**Shane Legg** (0:06)
Is human intelligence going to be the upper limit of what's possible? I think absolutely not. As our understanding of how to build intelligent systems develops, we're going to see these AIs go far beyond human intelligence.
**Hannah Fry** (0:22)
Welcome to Google DeepMind The Podcast with me, your host, Professor Hannah Fry. AGI is coming. That's what everyone seems to be saying. Well, today, my guest on the podcast is Shane Legg, chief AGI scientist and co-founder of Google DeepMind. Shane has been talking about AGI for decades, even back when it was considered, in his words, the lunatic fringe.
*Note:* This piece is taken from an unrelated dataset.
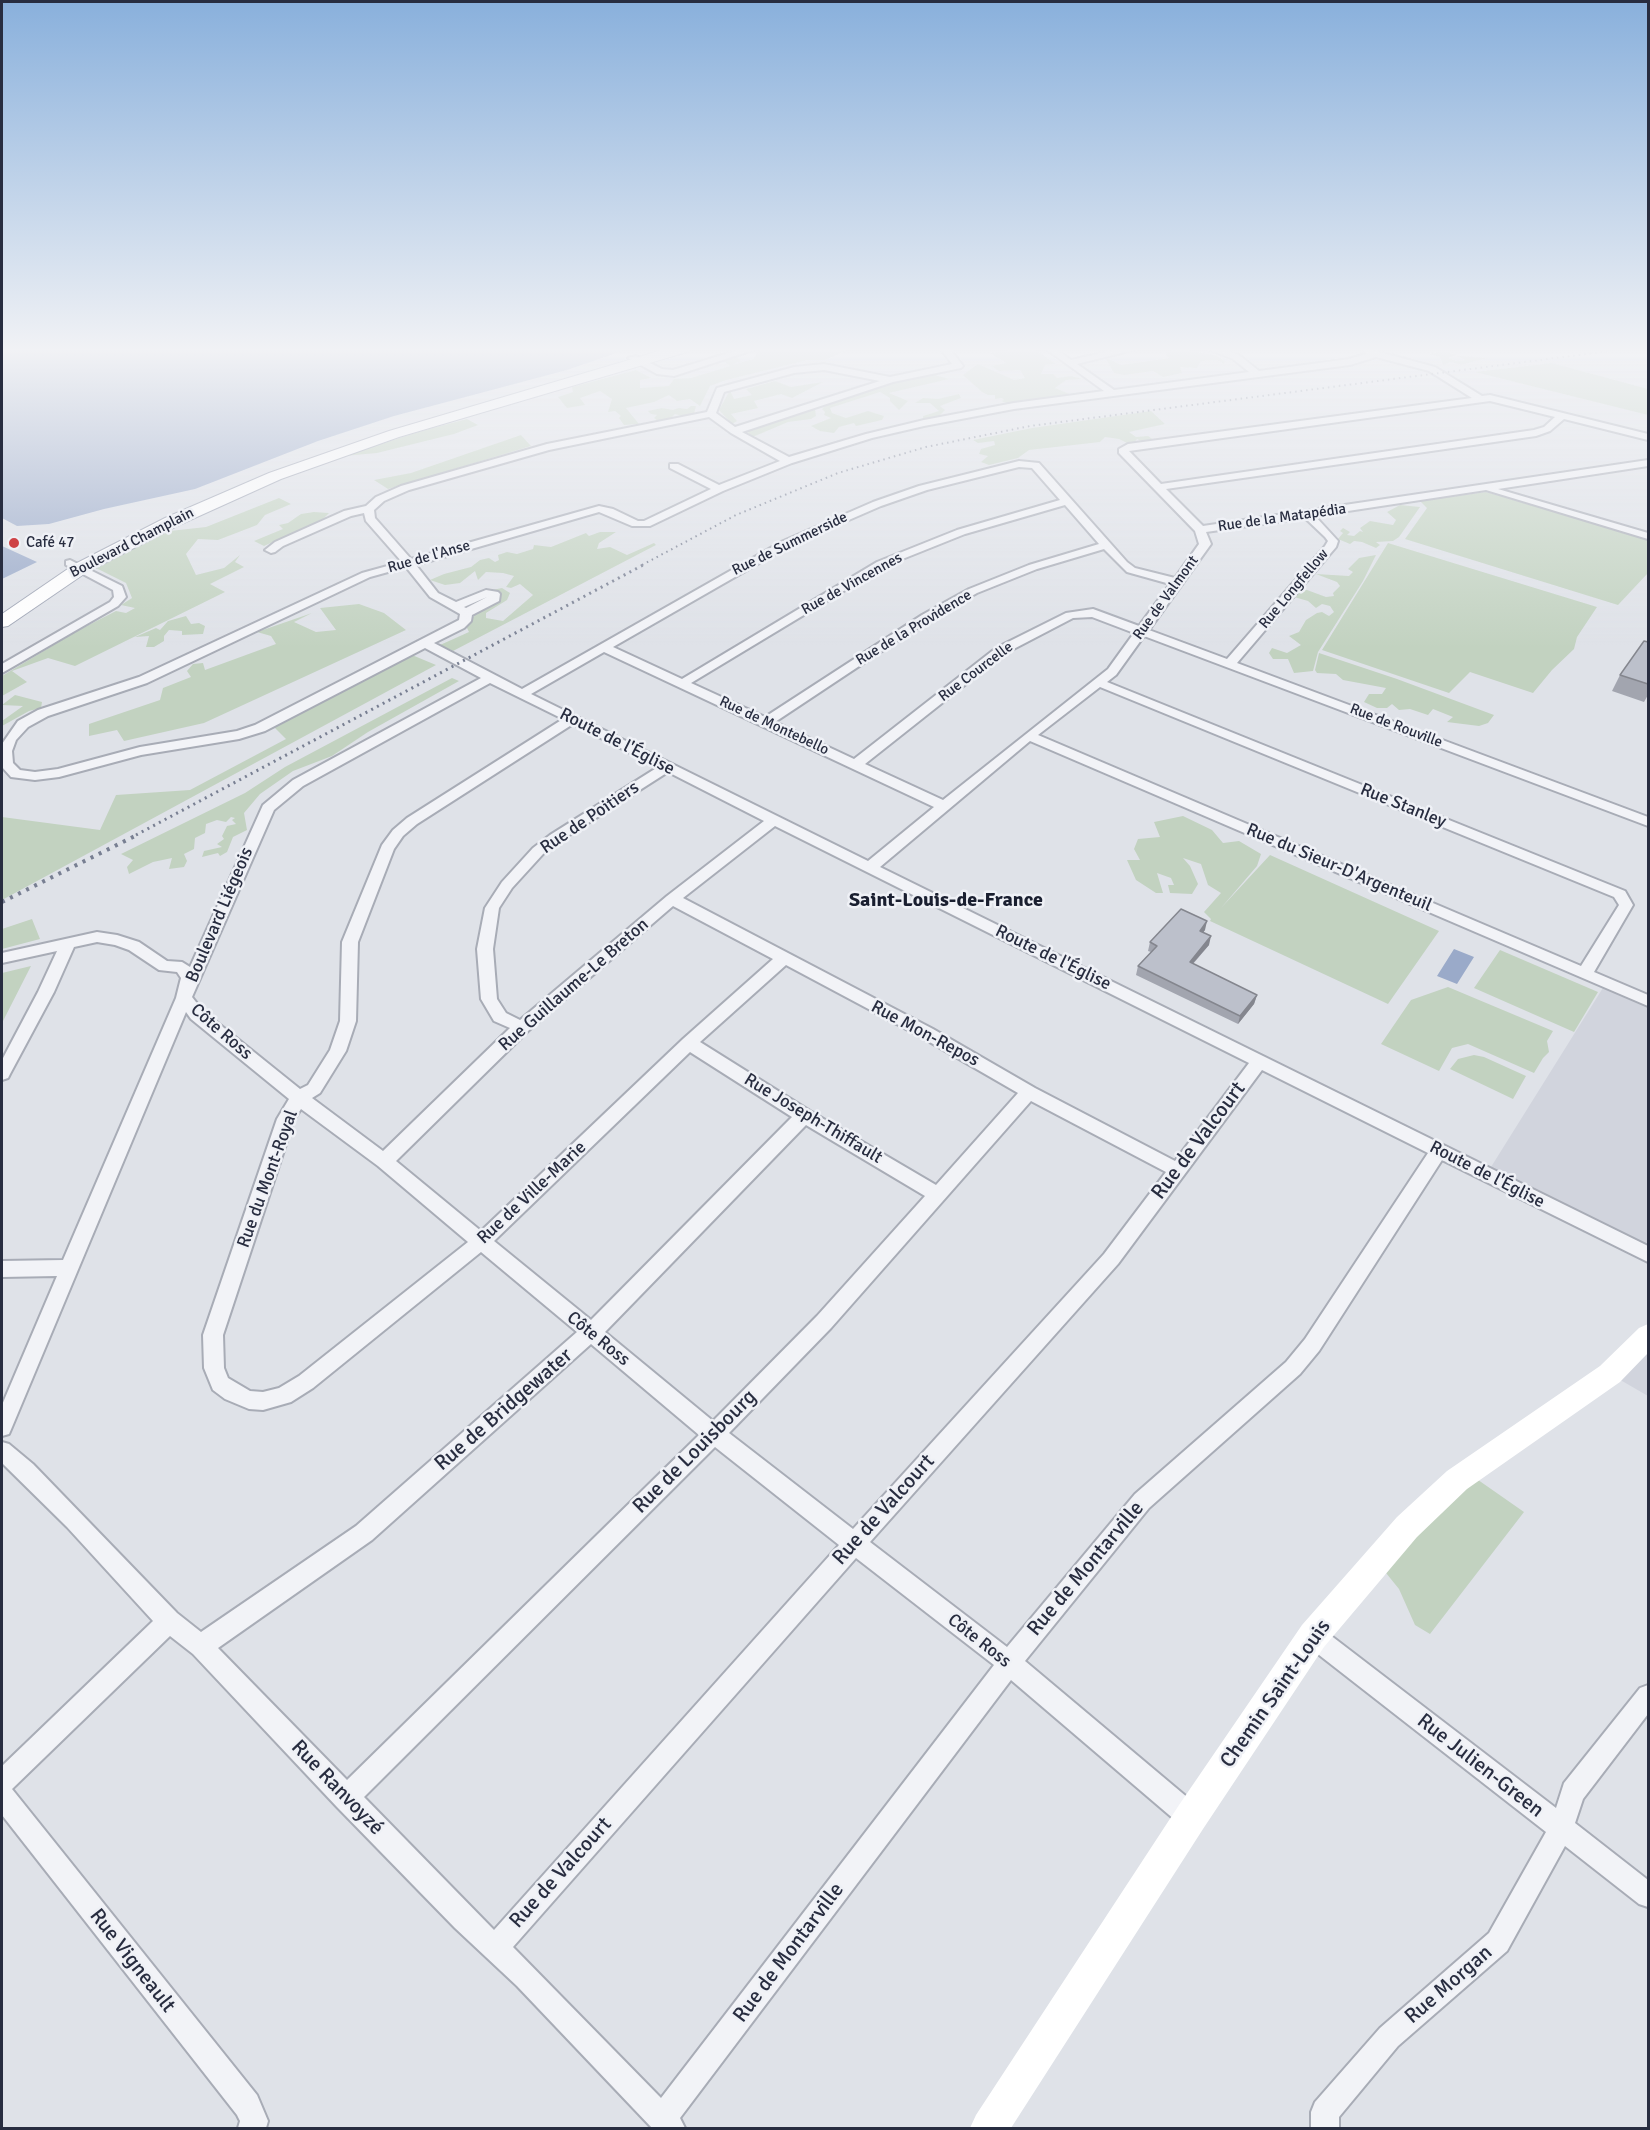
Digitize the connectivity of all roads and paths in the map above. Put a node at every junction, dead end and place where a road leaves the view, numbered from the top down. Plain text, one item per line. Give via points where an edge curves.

He is credited with popularizing the term and making some of the earliest attempts to work out what it might actually be. Now, in the conversation today, we're going to talk to him about how AGI should be defined, how we might recognize it when it arrives, how to make sure that it is safe and ethical, and then crucially, what the world looks like once we get there. And I have to tell you, Shane was remarkably candid about the ways that the whole of society will be impacted over the coming decade. It's definitely worth staying with us for that discussion.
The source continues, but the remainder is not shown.